Carter and O’Connell raised more red flags to readers when they offered a ban on hate speech in an op-ed last week. Especially when they explain it as a ban on speech offensive to any race, gender, religion or creed, this would be clearly unconstitutional. While there are exceptions to freedom of speech for directly threatening or inciting violence, harassment and other crimes, the First Amendment protects speech that is offensive, divisive, and problematic. We would be scared to imagine President Donald Trump or Lt. Gov. Dan Patrick with the power to ban speech they find offensive, and stand against the idea that we should give President Fenves that power. Both the Carter-O’Connell alliance and Alejandrina Guzman have demonstrated that urge at some point in the past four months.

While Carter-O’Connell’s proposal isn’t the solution, Burley-Guerra and Guzman-Wolf have failed to mention the town hall or the issues that precipitated it altogether. While ducking the hard discussions may have been passable in 2013, it can’t be now.

Although all students are constitutionally entitled to free speech, SG is expected to speak up against any sort of offensive and hateful rhetoric.
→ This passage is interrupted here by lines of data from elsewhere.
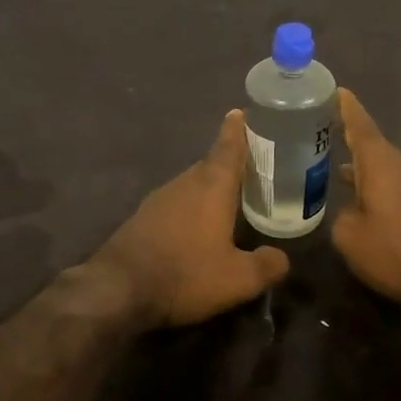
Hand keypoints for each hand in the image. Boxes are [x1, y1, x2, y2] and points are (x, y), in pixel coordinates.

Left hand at [92, 111, 291, 327]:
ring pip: (192, 184)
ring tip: (230, 195)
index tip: (241, 112)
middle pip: (211, 164)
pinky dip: (192, 205)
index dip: (237, 130)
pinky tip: (198, 225)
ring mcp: (160, 199)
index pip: (228, 147)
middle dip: (229, 161)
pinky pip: (176, 202)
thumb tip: (282, 258)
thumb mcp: (237, 279)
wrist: (119, 288)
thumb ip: (266, 266)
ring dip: (210, 186)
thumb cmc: (186, 274)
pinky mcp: (143, 217)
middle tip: (250, 164)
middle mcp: (185, 183)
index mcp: (212, 186)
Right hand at [331, 88, 400, 306]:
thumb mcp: (350, 238)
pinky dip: (371, 182)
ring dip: (357, 164)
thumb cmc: (396, 250)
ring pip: (379, 165)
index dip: (345, 106)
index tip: (332, 88)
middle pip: (368, 142)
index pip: (359, 123)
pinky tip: (356, 197)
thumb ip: (339, 216)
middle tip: (315, 130)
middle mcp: (399, 164)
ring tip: (329, 165)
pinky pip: (390, 182)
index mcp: (379, 162)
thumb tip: (346, 211)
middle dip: (344, 135)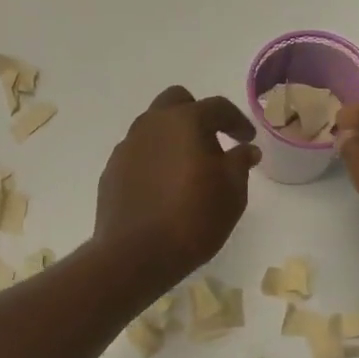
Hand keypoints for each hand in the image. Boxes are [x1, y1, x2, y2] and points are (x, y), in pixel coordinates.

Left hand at [94, 86, 258, 292]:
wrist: (135, 254)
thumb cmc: (192, 219)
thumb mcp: (232, 194)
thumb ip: (239, 163)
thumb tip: (245, 149)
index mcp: (184, 122)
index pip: (216, 107)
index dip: (236, 121)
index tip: (246, 139)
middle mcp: (151, 125)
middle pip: (176, 103)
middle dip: (197, 115)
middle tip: (213, 143)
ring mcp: (126, 147)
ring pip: (153, 127)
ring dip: (173, 138)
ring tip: (187, 168)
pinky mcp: (112, 170)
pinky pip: (138, 153)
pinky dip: (154, 160)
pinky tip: (163, 187)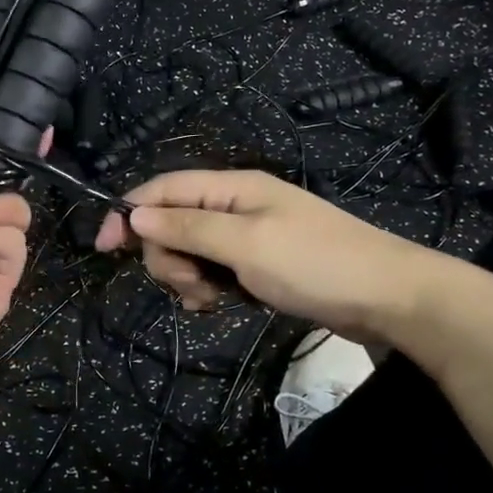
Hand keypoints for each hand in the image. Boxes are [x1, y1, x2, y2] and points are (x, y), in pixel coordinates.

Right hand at [94, 168, 449, 345]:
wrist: (389, 298)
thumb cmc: (315, 264)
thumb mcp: (246, 245)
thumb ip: (188, 229)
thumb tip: (134, 216)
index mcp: (232, 188)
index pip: (163, 189)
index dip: (128, 213)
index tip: (103, 249)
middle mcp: (236, 205)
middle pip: (172, 223)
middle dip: (168, 255)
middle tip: (190, 285)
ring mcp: (248, 235)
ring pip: (191, 250)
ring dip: (187, 276)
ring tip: (212, 299)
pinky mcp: (259, 264)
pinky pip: (214, 270)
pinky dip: (208, 287)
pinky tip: (220, 304)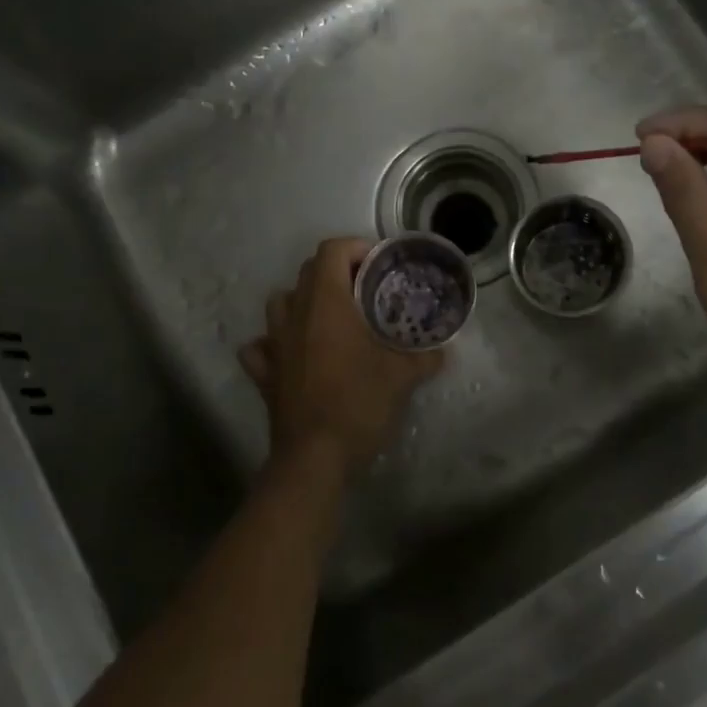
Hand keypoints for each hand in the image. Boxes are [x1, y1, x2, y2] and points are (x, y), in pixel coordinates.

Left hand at [239, 237, 444, 481]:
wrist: (315, 458)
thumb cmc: (358, 403)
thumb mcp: (402, 377)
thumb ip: (424, 357)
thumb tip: (443, 350)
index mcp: (327, 303)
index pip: (332, 250)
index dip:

It is the responsibility of the president and vice president to address the problems that marginalized groups face by working toward ensuring their safety, while actively battling the discrimination of fellow students. Perpetrators of hate should be condemned by the executive alliance and warned that their views don’t belong at one of the largest public universities that thrives on diversity. Students must be able to expect an environment that condemns hateful rhetoric against any student.

All this said, one of these tickets will win, either Thursday or after a runoff. These issues do not preclude their success, but make it impossible for us to endorse any of them.

We do hope that the eventual winner will adopt the best of the other tickets. Burley-Guerra’s guiding belief that we should love every student on campus goes beyond policy, and we would hope to hear that voiced again. Carter-O’Connell’s purple pipes proposal and sophisticated understanding of sexual assault are essential parts of a successful administration. And Guzman-Wolf’s textbook argument that we should adopt sanctuary policies without labeling ourselves a “sanctuary campus” to avoid being politically targeted is undoubtedly the right move.

The new SG administration will be challenged to stand up for students in a divisive political climate. We hope they will look beyond their platform points and the walls of their offices to empathize with and address the pressing needs of a diverse student body. We offer no endorsement, but we hope that you will cast your vote at to elect the administration you believe will bring positive change to this campus for us all.